From the first entry to the last, repeat them all exactly.

===== Information

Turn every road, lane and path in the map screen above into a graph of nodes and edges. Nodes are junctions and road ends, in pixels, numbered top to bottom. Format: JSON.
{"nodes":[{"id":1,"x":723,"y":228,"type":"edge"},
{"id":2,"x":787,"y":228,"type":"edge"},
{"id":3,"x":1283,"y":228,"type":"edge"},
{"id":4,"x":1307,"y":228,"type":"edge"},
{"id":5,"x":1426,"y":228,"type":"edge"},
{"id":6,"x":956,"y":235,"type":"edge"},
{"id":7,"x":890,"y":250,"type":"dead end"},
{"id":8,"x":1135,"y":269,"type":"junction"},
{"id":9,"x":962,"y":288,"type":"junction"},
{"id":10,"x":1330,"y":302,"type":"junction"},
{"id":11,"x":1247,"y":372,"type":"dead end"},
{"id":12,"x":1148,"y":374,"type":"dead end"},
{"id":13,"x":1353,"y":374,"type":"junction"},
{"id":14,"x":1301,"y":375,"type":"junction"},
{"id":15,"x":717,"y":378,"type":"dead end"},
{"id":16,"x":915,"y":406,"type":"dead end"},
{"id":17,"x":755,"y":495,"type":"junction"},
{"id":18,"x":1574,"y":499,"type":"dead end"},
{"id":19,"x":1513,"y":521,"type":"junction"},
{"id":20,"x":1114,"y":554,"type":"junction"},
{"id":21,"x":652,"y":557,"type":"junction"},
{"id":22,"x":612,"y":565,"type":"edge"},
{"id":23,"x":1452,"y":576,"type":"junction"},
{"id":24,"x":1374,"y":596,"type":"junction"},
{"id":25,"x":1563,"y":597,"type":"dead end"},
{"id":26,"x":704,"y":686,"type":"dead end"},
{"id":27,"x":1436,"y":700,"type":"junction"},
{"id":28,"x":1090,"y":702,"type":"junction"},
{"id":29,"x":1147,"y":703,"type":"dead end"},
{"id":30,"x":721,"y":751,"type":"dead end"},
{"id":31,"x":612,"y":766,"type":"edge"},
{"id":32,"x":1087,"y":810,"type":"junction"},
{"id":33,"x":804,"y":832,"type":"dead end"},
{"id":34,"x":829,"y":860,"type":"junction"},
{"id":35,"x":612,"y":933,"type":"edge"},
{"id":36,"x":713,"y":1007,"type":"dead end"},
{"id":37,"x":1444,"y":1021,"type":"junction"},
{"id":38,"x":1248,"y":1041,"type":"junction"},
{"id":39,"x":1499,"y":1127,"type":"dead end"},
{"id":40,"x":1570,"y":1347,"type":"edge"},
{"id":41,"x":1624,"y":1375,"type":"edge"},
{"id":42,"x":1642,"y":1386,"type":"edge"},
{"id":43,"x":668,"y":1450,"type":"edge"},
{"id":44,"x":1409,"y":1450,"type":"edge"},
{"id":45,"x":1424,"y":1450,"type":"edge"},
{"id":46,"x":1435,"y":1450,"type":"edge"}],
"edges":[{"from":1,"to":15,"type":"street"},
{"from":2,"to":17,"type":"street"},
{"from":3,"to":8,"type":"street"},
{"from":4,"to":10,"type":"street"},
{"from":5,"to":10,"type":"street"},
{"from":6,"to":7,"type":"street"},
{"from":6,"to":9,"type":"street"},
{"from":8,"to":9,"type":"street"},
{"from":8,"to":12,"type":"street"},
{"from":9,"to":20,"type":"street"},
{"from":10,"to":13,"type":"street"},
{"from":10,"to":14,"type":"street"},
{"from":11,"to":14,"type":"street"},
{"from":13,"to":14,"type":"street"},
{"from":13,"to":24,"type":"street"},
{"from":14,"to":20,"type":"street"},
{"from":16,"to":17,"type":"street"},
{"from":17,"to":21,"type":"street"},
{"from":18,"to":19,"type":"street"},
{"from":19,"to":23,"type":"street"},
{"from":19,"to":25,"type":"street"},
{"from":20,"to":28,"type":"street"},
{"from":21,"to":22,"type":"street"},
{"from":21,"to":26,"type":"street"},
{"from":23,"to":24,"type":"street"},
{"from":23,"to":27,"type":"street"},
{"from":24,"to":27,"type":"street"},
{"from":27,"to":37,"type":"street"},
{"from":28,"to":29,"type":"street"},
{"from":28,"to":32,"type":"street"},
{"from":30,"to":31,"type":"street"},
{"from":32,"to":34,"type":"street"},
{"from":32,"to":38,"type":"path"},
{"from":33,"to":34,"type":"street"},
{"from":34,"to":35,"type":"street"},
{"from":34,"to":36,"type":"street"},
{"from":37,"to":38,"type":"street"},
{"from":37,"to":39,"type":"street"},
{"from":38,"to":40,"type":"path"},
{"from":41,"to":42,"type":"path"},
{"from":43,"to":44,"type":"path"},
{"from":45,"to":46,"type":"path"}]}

==========

Exercise answer
Turn every road, lane and path in the map screen above into a graph of nodes and edges. Nodes are junctions and road ends, in pixels, numbered top to bottom. Format: JSON.
{"nodes":[{"id":1,"x":723,"y":228,"type":"edge"},
{"id":2,"x":787,"y":228,"type":"edge"},
{"id":3,"x":1283,"y":228,"type":"edge"},
{"id":4,"x":1307,"y":228,"type":"edge"},
{"id":5,"x":1426,"y":228,"type":"edge"},
{"id":6,"x":956,"y":235,"type":"edge"},
{"id":7,"x":890,"y":250,"type":"dead end"},
{"id":8,"x":1135,"y":269,"type":"junction"},
{"id":9,"x":962,"y":288,"type":"junction"},
{"id":10,"x":1330,"y":302,"type":"junction"},
{"id":11,"x":1247,"y":372,"type":"dead end"},
{"id":12,"x":1148,"y":374,"type":"dead end"},
{"id":13,"x":1353,"y":374,"type":"junction"},
{"id":14,"x":1301,"y":375,"type":"junction"},
{"id":15,"x":717,"y":378,"type":"dead end"},
{"id":16,"x":915,"y":406,"type":"dead end"},
{"id":17,"x":755,"y":495,"type":"junction"},
{"id":18,"x":1574,"y":499,"type":"dead end"},
{"id":19,"x":1513,"y":521,"type":"junction"},
{"id":20,"x":1114,"y":554,"type":"junction"},
{"id":21,"x":652,"y":557,"type":"junction"},
{"id":22,"x":612,"y":565,"type":"edge"},
{"id":23,"x":1452,"y":576,"type":"junction"},
{"id":24,"x":1374,"y":596,"type":"junction"},
{"id":25,"x":1563,"y":597,"type":"dead end"},
{"id":26,"x":704,"y":686,"type":"dead end"},
{"id":27,"x":1436,"y":700,"type":"junction"},
{"id":28,"x":1090,"y":702,"type":"junction"},
{"id":29,"x":1147,"y":703,"type":"dead end"},
{"id":30,"x":721,"y":751,"type":"dead end"},
{"id":31,"x":612,"y":766,"type":"edge"},
{"id":32,"x":1087,"y":810,"type":"junction"},
{"id":33,"x":804,"y":832,"type":"dead end"},
{"id":34,"x":829,"y":860,"type":"junction"},
{"id":35,"x":612,"y":933,"type":"edge"},
{"id":36,"x":713,"y":1007,"type":"dead end"},
{"id":37,"x":1444,"y":1021,"type":"junction"},
{"id":38,"x":1248,"y":1041,"type":"junction"},
{"id":39,"x":1499,"y":1127,"type":"dead end"},
{"id":40,"x":1570,"y":1347,"type":"edge"},
{"id":41,"x":1624,"y":1375,"type":"edge"},
{"id":42,"x":1642,"y":1386,"type":"edge"},
{"id":43,"x":668,"y":1450,"type":"edge"},
{"id":44,"x":1409,"y":1450,"type":"edge"},
{"id":45,"x":1424,"y":1450,"type":"edge"},
{"id":46,"x":1435,"y":1450,"type":"edge"}],
"edges":[{"from":1,"to":15,"type":"street"},
{"from":2,"to":17,"type":"street"},
{"from":3,"to":8,"type":"street"},
{"from":4,"to":10,"type":"street"},
{"from":5,"to":10,"type":"street"},
{"from":6,"to":7,"type":"street"},
{"from":6,"to":9,"type":"street"},
{"from":8,"to":9,"type":"street"},
{"from":8,"to":12,"type":"street"},
{"from":9,"to":20,"type":"street"},
{"from":10,"to":13,"type":"street"},
{"from":10,"to":14,"type":"street"},
{"from":11,"to":14,"type":"street"},
{"from":13,"to":14,"type":"street"},
{"from":13,"to":24,"type":"street"},
{"from":14,"to":20,"type":"street"},
{"from":16,"to":17,"type":"street"},
{"from":17,"to":21,"type":"street"},
{"from":18,"to":19,"type":"street"},
{"from":19,"to":23,"type":"street"},
{"from":19,"to":25,"type":"street"},
{"from":20,"to":28,"type":"street"},
{"from":21,"to":22,"type":"street"},
{"from":21,"to":26,"type":"street"},
{"from":23,"to":24,"type":"street"},
{"from":23,"to":27,"type":"street"},
{"from":24,"to":27,"type":"street"},
{"from":27,"to":37,"type":"street"},
{"from":28,"to":29,"type":"street"},
{"from":28,"to":32,"type":"street"},
{"from":30,"to":31,"type":"street"},
{"from":32,"to":34,"type":"street"},
{"from":32,"to":38,"type":"path"},
{"from":33,"to":34,"type":"street"},
{"from":34,"to":35,"type":"street"},
{"from":34,"to":36,"type":"street"},
{"from":37,"to":38,"type":"street"},
{"from":37,"to":39,"type":"street"},
{"from":38,"to":40,"type":"path"},
{"from":41,"to":42,"type":"path"},
{"from":43,"to":44,"type":"path"},
{"from":45,"to":46,"type":"path"}]}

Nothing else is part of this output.